On 27/08/2021 21:09, Brandon Sara wrote:
I’ve finally tracked down the problem (at least at a high level). When using the Transitive Reasoner, there is a block of code which caches all sub class triples (https://github.com/apache/jena/blob/main/jena-core/src/main/java/org/apache/jena/reasoner/transitiveReasoner/TransitiveEngine.java#L316-L326). Part of this code searches for all sub properties of `subClassOf` and begins caching triples for those sub-properties. In my situation, I’ve added `owl:equivalentClass` manually (since only TransitiveReasoner` is being used) and manually made it a sub property of `subClassOf`. The data that I’m uploading right now has a lot of equivalent class triples (~>300k). It seems, if I’m understanding the code correctly as I’ve been debugging it, that not only is the triple cached…but a traversal of many other triples occurs when the caching occurs for even a single triple, is that correct? This would explain why (1) it never seems to finish what it is doing and (2) the memory grows very, very large while doing it. I ran a single query last night and after more than 6 hours, 8 CPUs, and 20GB of RAM, it still never finished loading the cache. It seems as though that the runtime of this could be exponential in nature. 


Indeed it can be expensive. The transitive reasoner is doing a 
transitive reduction (finding direct links) not just a transitive 
closure. If I remember correctly this is somewhere between quadratic and 
cubic (something like O(|V|(|V| + |E|)) in the best case). It uses a 
standard but rather old algorithm for this but I think the algorithm is 
still polynomial not exponential. However, (a) there could be some cases 
that throw it off and (b) at 20m records then even quadratic would be 
high cost and it's likely to be closer a power of 2.5.



My dataset is well over 20 million records (maybe even more, I still haven’t 
gotten a full count yet, but I know for a fact that it is well over 10 million 
and believe it to be well more than 20 million). Like I’ve mentioned before, 
there are basically no individuals in the dataset, it’s all ontology because it 
is health care industry coding systems and classifications.

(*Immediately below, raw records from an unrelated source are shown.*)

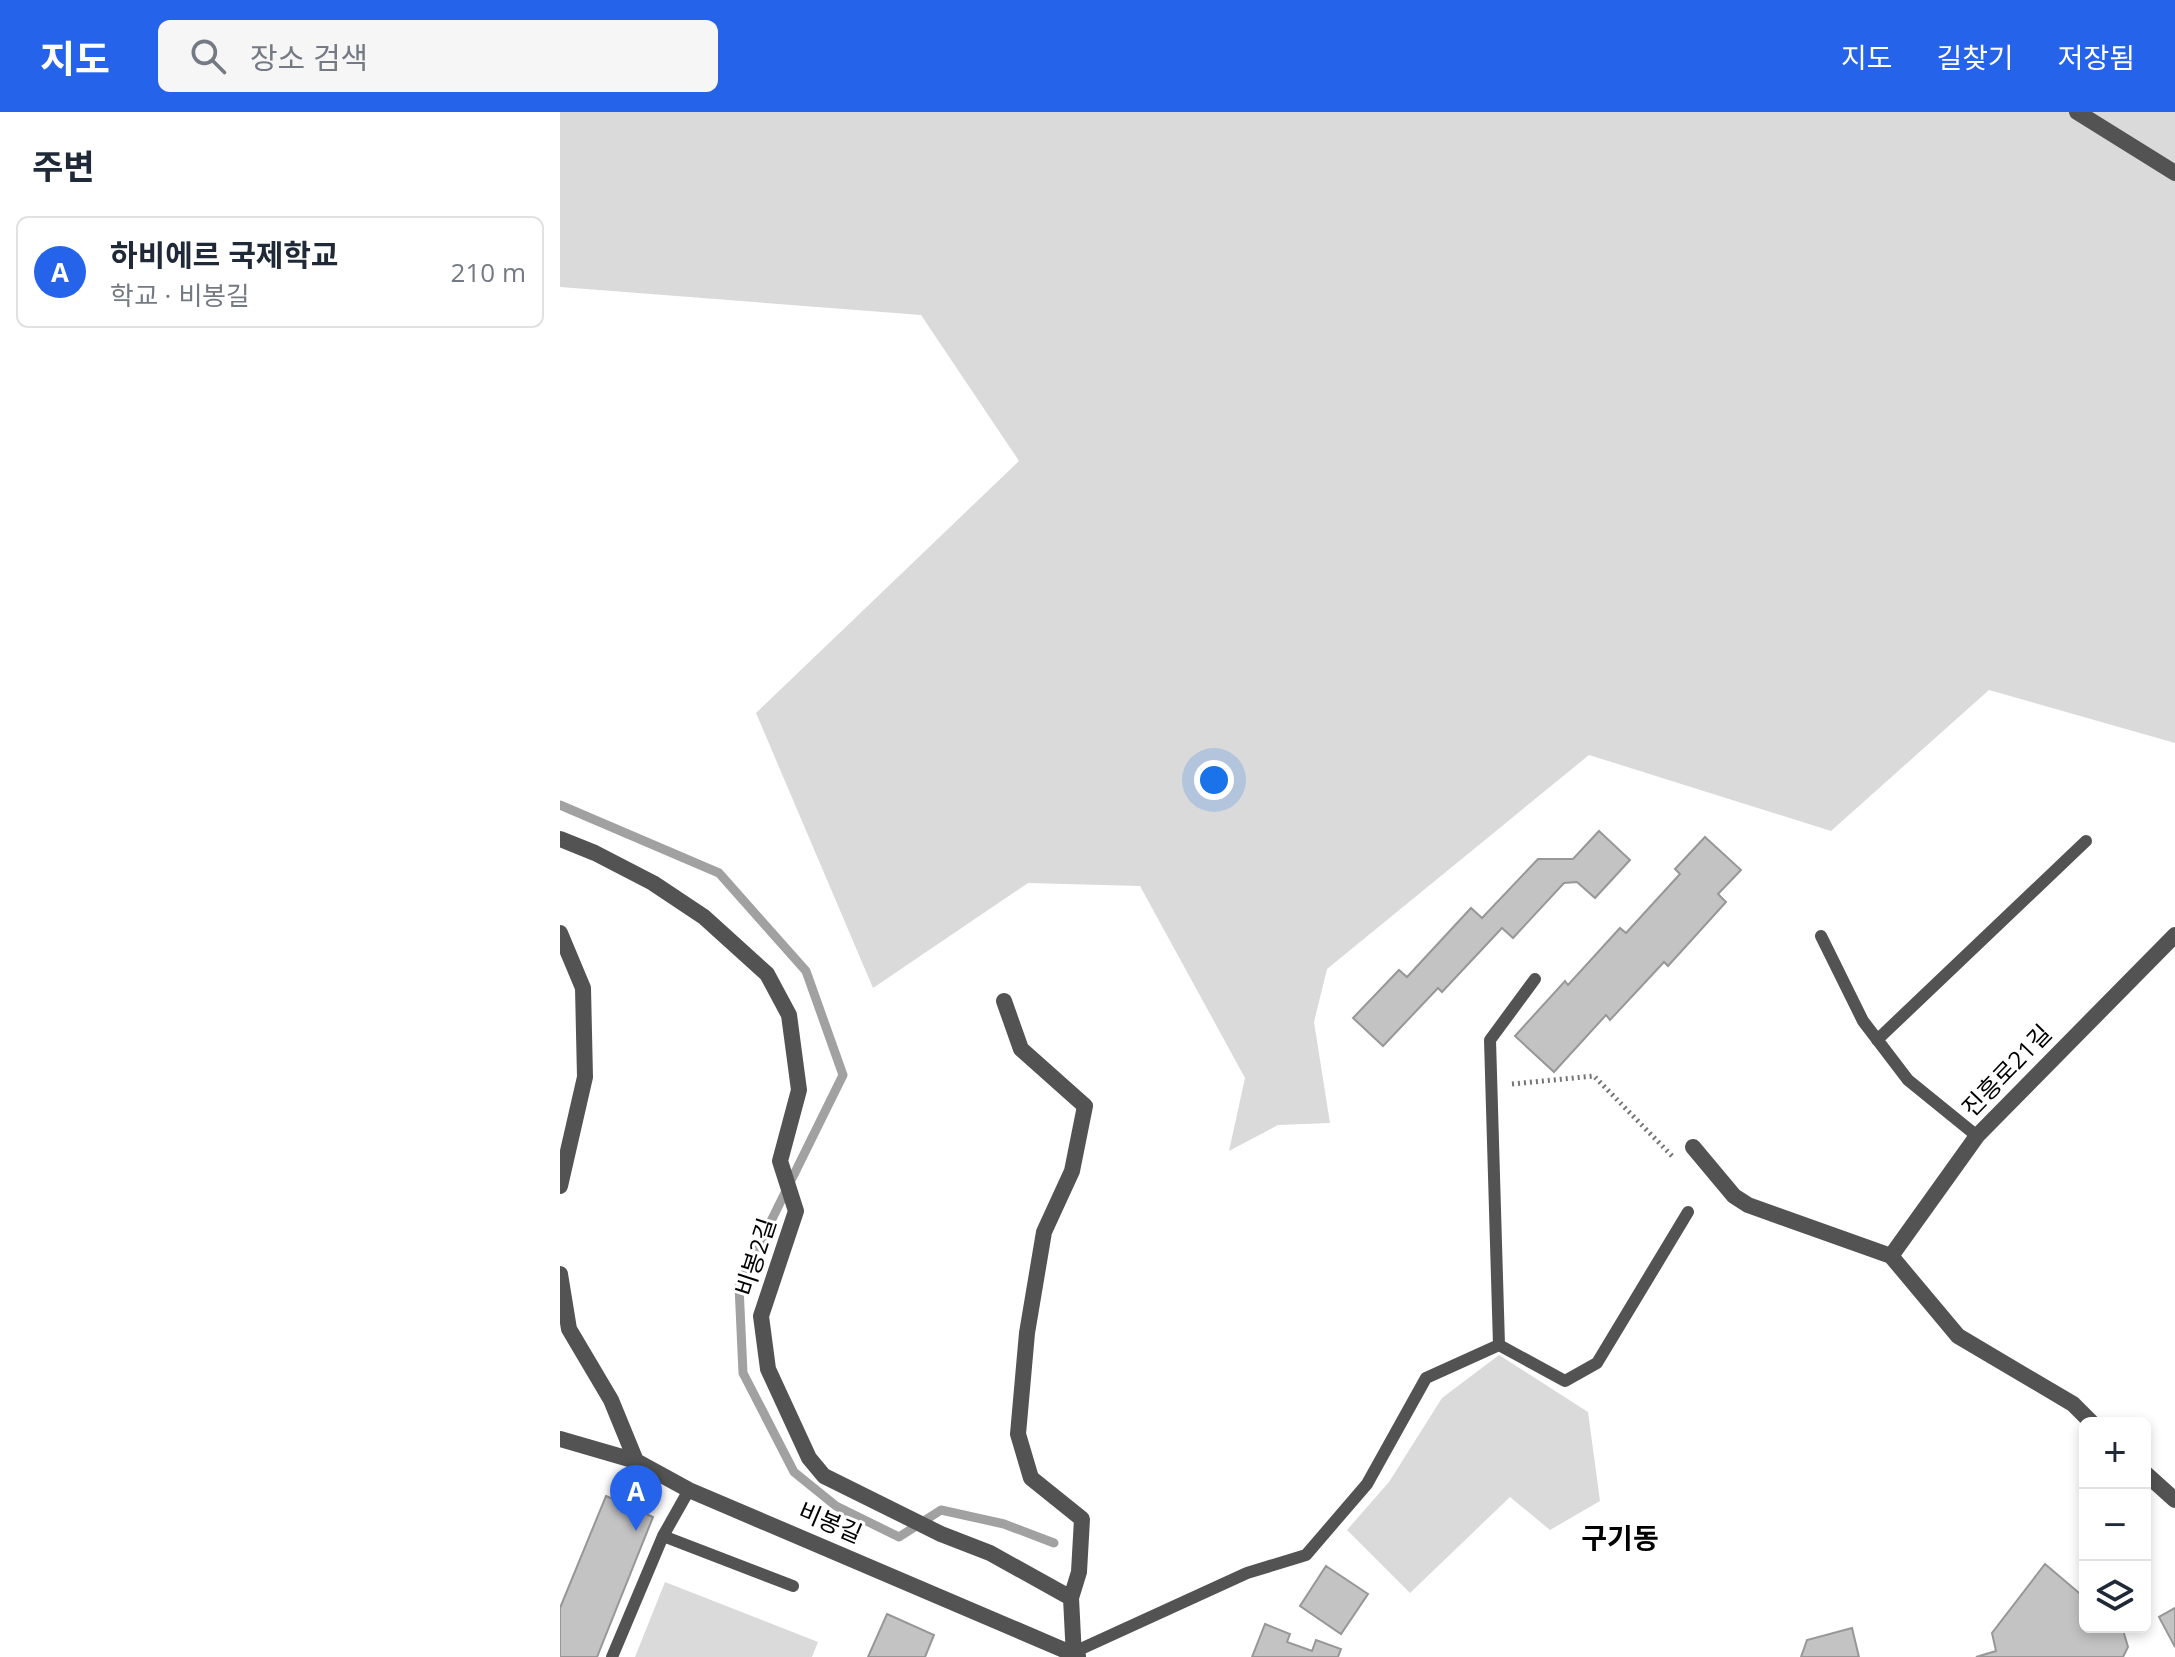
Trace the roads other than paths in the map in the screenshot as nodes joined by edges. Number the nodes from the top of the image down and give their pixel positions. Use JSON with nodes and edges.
{"nodes":[{"id":1,"x":2077,"y":112,"type":"edge"},
{"id":2,"x":2175,"y":173,"type":"edge"},
{"id":3,"x":560,"y":839,"type":"edge"},
{"id":4,"x":2086,"y":841,"type":"dead end"},
{"id":5,"x":560,"y":933,"type":"edge"},
{"id":6,"x":2175,"y":935,"type":"edge"},
{"id":7,"x":1821,"y":936,"type":"dead end"},
{"id":8,"x":1535,"y":979,"type":"dead end"},
{"id":9,"x":1004,"y":1001,"type":"dead end"},
{"id":10,"x":1877,"y":1040,"type":"junction"},
{"id":11,"x":1977,"y":1136,"type":"junction"},
{"id":12,"x":1693,"y":1147,"type":"dead end"},
{"id":13,"x":560,"y":1186,"type":"edge"},
{"id":14,"x":1688,"y":1212,"type":"dead end"},
{"id":15,"x":1891,"y":1256,"type":"junction"},
{"id":16,"x":560,"y":1274,"type":"edge"},
{"id":17,"x":1499,"y":1345,"type":"junction"},
{"id":18,"x":2086,"y":1417,"type":"edge"},
{"id":19,"x":560,"y":1439,"type":"edge"},
{"id":20,"x":636,"y":1461,"type":"junction"},
{"id":21,"x":2151,"y":1478,"type":"edge"},
{"id":22,"x":689,"y":1490,"type":"junction"},
{"id":23,"x":2175,"y":1500,"type":"edge"},
{"id":24,"x":663,"y":1536,"type":"junction"},
{"id":25,"x":793,"y":1586,"type":"dead end"},
{"id":26,"x":1071,"y":1598,"type":"junction"},
{"id":27,"x":1075,"y":1656,"type":"edge"},
{"id":28,"x":612,"y":1657,"type":"edge"}],
"edges":[{"from":1,"to":2,"type":"street"},
{"from":3,"to":26,"type":"street","name":"비봉2길"},
{"from":4,"to":10,"type":"lane"},
{"from":5,"to":13,"type":"street"},
{"from":6,"to":11,"type":"street","name":"진흥로21길"},
{"from":7,"to":10,"type":"lane"},
{"from":8,"to":17,"type":"lane"},
{"from":9,"to":26,"type":"street"},
{"from":10,"to":11,"type":"lane"},
{"from":11,"to":15,"type":"street","name":"진흥로21길"},
{"from":12,"to":15,"type":"street"},
{"from":14,"to":17,"type":"lane"},
{"from":15,"to":18,"type":"street"},
{"from":16,"to":20,"type":"street"},
{"from":17,"to":27,"type":"lane"},
{"from":19,"to":20,"type":"street","name":"비봉길"},
{"from":20,"to":22,"type":"street","name":"비봉길"},
{"from":21,"to":23,"type":"street"},
{"from":22,"to":24,"type":"lane"},
{"from":22,"to":27,"type":"street","name":"비봉길"},
{"from":24,"to":25,"type":"lane"},
{"from":24,"to":28,"type":"lane"},
{"from":26,"to":27,"type":"street"}]}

Another strange thing, which I’ve mentioned before, is that I don’t have any of 
these issues when I initially load the data, I can load everything with just 4 
GB of RAM, it loads in a reasonable amount of time, and I can submit queries of 
pretty much any complexity after the upload is complete with no issues, and 
they are very fast too. This only occurs when the server has been restarted and 
the first query that actually pulls something from the dataset (I.E. not an 
empty query) is submitted (no matter how simple or complex that query may be).


Can't explain that.


Is this a bug or should `owl:equivalent` class work without my own manual 
specification of it?


Depends what you mean by "work".

I'm afraid I've not been following your earlier posts so I'm not clear 
on what you are trying to achieve.


If you want to deduce new subClassOf (and perhaps equivalentClass) 
relationships from a mix of subClassOf and equivalentClass assertions 
just using the transitive reasoner, with no rule engine, then you would 
have to insert that manual relationship.


If you just want to store and retrieve the equivalentClass relationships 
with no inference then clearly you wouldn't need that extra assertion.